#### [Exercise aim]
Count every line of the material that holds the string "positions". Respond with the total only.

═══ Supplied information ═══

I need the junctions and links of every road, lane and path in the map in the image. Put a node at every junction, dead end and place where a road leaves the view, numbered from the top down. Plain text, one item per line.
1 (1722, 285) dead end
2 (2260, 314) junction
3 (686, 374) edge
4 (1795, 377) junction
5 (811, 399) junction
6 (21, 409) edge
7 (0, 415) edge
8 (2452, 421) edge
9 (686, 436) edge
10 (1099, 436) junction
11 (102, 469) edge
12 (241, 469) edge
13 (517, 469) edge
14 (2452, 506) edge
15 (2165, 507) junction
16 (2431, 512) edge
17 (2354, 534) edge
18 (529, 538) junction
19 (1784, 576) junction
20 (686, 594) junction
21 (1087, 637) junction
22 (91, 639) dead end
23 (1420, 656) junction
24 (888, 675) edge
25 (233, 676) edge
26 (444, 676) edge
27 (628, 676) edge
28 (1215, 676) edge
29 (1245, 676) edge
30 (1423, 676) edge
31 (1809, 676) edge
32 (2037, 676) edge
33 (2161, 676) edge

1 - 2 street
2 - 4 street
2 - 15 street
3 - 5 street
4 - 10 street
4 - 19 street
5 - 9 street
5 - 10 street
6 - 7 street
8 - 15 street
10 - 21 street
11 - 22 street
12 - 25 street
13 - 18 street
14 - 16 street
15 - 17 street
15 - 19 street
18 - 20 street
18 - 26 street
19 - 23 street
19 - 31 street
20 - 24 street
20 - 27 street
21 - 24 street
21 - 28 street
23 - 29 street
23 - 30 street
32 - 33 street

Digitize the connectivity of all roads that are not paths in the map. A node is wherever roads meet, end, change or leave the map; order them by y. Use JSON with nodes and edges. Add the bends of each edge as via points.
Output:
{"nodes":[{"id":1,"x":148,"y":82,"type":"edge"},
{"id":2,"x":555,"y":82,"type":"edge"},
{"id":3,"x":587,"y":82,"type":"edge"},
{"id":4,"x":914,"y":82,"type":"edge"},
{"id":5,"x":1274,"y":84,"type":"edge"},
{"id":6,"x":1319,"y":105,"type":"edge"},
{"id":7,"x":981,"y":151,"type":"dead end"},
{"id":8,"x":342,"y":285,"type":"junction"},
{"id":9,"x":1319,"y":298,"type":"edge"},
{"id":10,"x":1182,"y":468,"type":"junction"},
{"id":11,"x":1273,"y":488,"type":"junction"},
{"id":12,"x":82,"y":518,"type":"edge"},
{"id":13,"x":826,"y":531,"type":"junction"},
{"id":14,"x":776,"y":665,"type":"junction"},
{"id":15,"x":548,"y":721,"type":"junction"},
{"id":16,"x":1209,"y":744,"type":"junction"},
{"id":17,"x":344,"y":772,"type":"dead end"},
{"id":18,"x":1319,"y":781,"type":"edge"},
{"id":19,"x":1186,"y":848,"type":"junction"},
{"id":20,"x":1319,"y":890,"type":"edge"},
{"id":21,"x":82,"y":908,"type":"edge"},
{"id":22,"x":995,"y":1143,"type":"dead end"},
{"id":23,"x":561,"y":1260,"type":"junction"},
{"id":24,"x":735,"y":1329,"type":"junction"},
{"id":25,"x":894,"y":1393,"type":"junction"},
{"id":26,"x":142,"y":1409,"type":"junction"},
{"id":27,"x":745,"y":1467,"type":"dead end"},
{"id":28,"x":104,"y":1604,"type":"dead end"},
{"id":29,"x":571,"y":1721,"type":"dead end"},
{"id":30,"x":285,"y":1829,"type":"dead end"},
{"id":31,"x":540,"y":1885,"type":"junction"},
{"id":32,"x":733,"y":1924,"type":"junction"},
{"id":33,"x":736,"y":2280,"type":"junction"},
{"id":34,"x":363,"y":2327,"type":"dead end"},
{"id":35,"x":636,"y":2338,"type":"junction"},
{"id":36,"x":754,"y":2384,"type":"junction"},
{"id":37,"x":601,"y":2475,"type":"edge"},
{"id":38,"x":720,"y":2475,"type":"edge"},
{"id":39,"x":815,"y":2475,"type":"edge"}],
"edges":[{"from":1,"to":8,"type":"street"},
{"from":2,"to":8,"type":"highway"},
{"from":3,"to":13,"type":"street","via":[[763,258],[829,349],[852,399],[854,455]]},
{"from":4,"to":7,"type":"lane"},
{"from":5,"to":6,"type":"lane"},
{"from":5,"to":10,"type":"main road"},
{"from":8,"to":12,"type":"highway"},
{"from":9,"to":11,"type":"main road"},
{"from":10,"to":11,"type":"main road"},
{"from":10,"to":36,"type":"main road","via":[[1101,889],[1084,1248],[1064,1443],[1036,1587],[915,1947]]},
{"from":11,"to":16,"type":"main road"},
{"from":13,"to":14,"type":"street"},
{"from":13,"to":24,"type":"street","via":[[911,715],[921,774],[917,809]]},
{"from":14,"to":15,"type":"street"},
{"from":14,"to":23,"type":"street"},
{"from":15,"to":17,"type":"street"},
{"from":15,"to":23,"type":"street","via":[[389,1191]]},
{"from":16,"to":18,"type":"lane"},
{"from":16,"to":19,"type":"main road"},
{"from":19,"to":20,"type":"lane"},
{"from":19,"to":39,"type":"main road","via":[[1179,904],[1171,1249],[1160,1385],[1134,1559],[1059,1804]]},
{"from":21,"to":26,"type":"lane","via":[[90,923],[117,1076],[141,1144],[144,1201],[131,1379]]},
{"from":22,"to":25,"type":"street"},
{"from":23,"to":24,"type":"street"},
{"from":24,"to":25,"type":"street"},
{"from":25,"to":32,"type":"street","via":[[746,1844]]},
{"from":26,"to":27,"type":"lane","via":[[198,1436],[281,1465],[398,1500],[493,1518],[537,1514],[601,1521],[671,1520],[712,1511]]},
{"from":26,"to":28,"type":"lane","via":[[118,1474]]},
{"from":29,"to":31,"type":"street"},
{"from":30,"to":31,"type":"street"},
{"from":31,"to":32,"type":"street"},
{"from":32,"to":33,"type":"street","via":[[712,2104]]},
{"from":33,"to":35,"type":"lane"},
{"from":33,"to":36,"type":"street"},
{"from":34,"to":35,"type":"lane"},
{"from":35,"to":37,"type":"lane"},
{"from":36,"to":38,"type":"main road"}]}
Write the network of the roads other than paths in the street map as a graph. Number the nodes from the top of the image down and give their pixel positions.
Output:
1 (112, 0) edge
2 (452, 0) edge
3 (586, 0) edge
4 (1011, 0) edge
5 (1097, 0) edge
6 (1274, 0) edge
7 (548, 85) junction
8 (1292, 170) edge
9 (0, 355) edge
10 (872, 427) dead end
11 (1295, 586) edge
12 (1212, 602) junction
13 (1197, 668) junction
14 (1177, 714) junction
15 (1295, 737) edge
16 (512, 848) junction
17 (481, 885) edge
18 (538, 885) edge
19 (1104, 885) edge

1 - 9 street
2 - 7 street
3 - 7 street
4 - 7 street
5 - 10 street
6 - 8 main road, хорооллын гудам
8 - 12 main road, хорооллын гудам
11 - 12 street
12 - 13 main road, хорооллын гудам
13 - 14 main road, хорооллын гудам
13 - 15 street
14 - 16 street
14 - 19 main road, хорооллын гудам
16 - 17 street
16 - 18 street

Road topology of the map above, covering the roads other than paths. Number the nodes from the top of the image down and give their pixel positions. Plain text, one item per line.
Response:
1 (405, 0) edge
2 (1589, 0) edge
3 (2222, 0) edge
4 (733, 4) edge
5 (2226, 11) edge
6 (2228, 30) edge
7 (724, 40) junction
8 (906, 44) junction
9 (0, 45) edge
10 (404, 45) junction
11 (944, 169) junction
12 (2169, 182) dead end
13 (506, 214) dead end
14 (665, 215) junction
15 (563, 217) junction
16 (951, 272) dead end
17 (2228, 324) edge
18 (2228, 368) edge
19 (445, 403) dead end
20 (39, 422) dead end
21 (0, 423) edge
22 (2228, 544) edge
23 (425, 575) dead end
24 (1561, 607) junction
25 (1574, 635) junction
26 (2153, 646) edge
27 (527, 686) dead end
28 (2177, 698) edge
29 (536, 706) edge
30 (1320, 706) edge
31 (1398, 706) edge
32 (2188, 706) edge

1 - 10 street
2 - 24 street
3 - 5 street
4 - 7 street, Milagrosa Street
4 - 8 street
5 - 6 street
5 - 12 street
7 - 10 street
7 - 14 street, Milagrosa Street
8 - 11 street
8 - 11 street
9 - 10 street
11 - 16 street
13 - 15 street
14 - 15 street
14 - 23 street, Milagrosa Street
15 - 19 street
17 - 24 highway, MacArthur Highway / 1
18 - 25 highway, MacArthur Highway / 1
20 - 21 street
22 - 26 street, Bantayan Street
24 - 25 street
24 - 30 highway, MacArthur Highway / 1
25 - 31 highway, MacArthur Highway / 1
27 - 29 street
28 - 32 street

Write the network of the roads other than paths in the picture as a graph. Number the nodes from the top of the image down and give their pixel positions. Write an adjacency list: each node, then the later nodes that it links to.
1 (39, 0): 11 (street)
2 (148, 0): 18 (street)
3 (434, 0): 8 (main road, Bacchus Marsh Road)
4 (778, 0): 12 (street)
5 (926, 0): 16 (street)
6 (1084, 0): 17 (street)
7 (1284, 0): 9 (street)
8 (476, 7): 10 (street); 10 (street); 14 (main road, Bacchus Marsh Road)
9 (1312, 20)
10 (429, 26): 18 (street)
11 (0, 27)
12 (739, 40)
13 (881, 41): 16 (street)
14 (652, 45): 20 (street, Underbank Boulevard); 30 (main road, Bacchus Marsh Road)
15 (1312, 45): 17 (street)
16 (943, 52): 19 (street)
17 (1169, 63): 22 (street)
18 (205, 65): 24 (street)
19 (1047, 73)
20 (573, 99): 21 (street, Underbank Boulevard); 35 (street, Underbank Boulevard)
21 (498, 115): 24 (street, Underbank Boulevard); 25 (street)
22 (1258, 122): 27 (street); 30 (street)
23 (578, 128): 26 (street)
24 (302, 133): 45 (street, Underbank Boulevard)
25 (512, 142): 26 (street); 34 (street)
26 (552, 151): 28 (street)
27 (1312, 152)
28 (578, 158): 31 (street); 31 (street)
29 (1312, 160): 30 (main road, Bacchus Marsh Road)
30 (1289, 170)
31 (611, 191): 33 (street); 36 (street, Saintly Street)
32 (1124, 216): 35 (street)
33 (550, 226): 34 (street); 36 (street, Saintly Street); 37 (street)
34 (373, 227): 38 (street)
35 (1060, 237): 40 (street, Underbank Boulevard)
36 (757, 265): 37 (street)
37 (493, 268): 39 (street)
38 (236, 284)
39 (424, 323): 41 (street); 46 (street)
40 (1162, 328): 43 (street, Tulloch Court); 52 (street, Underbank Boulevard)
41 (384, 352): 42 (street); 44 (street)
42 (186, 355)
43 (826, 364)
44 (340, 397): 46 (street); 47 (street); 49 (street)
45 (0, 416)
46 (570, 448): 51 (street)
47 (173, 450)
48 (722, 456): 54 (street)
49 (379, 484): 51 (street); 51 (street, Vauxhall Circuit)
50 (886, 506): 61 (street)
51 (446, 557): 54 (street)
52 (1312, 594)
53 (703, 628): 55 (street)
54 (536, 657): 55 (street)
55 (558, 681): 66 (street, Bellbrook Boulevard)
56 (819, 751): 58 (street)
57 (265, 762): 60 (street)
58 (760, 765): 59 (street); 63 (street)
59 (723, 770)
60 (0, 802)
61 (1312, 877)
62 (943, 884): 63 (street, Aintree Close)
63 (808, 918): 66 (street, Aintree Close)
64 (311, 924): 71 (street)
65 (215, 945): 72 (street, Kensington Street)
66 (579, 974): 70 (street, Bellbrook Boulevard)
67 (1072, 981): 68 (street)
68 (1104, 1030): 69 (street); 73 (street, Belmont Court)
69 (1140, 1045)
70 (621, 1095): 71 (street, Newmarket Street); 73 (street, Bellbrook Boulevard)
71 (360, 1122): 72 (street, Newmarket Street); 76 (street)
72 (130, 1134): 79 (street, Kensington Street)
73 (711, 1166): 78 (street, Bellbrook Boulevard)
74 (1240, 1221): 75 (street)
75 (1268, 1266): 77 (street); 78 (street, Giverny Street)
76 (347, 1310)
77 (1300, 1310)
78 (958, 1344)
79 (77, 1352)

═══

#### [Output below]
3